*** Opening of EXTRACTED DATA ***
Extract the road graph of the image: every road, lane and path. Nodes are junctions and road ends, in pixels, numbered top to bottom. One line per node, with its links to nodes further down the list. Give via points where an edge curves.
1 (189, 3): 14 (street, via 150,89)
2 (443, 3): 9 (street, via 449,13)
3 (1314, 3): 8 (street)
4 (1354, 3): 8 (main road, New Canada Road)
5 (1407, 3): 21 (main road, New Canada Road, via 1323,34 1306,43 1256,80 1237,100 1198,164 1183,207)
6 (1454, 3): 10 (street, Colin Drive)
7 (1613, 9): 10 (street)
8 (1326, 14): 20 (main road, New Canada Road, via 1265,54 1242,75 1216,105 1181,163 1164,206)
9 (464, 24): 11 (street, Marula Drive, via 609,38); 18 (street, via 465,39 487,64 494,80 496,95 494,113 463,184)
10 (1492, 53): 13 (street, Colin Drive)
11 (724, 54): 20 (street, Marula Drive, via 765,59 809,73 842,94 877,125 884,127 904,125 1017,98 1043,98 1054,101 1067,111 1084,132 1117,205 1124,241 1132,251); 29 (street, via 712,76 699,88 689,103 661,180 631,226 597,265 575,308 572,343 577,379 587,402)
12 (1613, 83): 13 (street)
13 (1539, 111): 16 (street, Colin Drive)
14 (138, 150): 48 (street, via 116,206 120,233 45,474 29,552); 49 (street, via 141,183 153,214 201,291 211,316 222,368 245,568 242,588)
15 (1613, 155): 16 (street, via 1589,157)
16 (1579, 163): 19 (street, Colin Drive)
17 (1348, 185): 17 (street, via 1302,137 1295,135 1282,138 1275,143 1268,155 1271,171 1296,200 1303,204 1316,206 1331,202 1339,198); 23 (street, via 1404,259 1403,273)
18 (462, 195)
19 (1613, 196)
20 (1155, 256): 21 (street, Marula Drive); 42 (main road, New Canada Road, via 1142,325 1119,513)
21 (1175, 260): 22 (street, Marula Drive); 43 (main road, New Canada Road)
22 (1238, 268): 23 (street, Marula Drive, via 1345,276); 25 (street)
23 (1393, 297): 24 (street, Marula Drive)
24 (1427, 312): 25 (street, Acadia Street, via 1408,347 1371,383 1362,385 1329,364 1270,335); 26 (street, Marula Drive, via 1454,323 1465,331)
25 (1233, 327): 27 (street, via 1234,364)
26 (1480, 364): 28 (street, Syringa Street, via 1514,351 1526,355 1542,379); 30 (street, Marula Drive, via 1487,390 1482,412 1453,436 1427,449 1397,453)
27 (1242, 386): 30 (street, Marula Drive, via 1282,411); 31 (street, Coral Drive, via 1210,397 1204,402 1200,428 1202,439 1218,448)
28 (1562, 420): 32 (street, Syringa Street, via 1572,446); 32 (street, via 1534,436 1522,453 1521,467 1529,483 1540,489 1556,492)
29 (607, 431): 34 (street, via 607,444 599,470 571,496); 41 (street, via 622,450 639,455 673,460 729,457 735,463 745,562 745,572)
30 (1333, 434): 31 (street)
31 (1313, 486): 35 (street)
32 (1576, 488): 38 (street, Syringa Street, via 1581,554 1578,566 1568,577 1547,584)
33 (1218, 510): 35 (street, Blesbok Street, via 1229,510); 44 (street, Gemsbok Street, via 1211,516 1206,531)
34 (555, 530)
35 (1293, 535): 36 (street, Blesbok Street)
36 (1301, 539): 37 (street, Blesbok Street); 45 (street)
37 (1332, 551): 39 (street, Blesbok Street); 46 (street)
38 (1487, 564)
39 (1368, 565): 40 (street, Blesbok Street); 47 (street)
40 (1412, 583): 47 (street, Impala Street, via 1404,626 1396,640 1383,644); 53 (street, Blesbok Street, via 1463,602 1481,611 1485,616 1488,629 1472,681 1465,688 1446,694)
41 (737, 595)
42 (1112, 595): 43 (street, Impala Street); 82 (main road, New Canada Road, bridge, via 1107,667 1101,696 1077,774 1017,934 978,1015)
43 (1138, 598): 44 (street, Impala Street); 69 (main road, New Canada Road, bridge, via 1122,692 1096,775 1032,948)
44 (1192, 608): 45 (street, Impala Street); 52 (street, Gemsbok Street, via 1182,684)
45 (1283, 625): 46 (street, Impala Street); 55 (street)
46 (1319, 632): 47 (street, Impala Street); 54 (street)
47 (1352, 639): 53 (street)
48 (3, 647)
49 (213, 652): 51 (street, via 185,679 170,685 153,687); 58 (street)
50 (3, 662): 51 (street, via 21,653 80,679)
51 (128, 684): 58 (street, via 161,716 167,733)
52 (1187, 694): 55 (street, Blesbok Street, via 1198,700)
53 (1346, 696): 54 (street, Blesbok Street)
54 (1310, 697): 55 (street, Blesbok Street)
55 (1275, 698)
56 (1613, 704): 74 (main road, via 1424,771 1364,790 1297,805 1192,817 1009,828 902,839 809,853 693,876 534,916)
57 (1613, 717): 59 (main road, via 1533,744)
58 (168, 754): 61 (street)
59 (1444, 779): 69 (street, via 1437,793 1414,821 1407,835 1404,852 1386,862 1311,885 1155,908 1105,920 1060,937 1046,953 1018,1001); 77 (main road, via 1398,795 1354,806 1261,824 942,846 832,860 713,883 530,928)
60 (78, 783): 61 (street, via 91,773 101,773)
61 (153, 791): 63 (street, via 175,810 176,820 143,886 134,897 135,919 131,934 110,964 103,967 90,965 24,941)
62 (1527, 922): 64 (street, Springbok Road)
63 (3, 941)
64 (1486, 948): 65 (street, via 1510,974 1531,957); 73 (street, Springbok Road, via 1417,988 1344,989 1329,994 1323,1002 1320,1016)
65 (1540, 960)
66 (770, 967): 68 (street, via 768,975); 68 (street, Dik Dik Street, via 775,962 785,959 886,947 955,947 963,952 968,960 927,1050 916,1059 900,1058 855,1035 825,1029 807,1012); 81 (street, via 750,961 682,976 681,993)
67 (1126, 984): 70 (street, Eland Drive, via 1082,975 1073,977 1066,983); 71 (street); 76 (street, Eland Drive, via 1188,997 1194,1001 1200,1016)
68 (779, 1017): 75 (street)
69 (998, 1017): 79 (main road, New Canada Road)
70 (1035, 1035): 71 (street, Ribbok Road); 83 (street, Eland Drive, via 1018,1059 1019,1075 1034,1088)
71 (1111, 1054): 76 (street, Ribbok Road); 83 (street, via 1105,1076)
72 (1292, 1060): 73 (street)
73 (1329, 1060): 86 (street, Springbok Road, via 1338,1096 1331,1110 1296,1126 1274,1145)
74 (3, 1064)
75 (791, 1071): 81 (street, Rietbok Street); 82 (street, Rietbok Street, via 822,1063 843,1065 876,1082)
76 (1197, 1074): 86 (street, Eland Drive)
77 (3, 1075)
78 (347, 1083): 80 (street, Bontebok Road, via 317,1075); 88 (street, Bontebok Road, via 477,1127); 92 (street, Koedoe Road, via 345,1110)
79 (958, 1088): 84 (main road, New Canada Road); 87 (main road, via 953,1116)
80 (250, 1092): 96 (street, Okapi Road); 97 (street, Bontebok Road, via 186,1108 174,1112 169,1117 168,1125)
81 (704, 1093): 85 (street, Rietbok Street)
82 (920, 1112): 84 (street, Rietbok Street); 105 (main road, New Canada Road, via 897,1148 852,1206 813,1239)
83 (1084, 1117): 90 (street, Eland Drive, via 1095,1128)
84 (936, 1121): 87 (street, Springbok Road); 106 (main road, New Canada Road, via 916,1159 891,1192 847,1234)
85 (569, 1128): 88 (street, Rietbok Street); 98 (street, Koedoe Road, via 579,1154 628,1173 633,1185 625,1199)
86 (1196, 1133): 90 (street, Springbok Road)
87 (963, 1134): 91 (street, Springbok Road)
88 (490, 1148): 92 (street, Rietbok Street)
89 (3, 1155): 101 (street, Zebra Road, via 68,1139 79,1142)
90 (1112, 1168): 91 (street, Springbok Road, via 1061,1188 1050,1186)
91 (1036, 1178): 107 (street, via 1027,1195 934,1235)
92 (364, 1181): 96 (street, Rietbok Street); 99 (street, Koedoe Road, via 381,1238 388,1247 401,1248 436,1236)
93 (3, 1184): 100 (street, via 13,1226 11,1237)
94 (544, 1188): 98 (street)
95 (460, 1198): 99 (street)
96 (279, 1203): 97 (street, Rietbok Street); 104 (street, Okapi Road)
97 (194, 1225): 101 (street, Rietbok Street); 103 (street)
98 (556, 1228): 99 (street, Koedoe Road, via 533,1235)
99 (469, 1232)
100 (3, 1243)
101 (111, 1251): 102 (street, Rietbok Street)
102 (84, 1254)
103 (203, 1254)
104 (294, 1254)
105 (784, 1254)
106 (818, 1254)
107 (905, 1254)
*** Close of EXTRACTED DATA ***
> TASK STATEMENT
Task for the records above: copy every line in which the word "bridge" occurs.

> OUTPUT BELOW
42 (1112, 595): 43 (street, Impala Street); 82 (main road, New Canada Road, bridge, via 1107,667 1101,696 1077,774 1017,934 978,1015)
43 (1138, 598): 44 (street, Impala Street); 69 (main road, New Canada Road, bridge, via 1122,692 1096,775 1032,948)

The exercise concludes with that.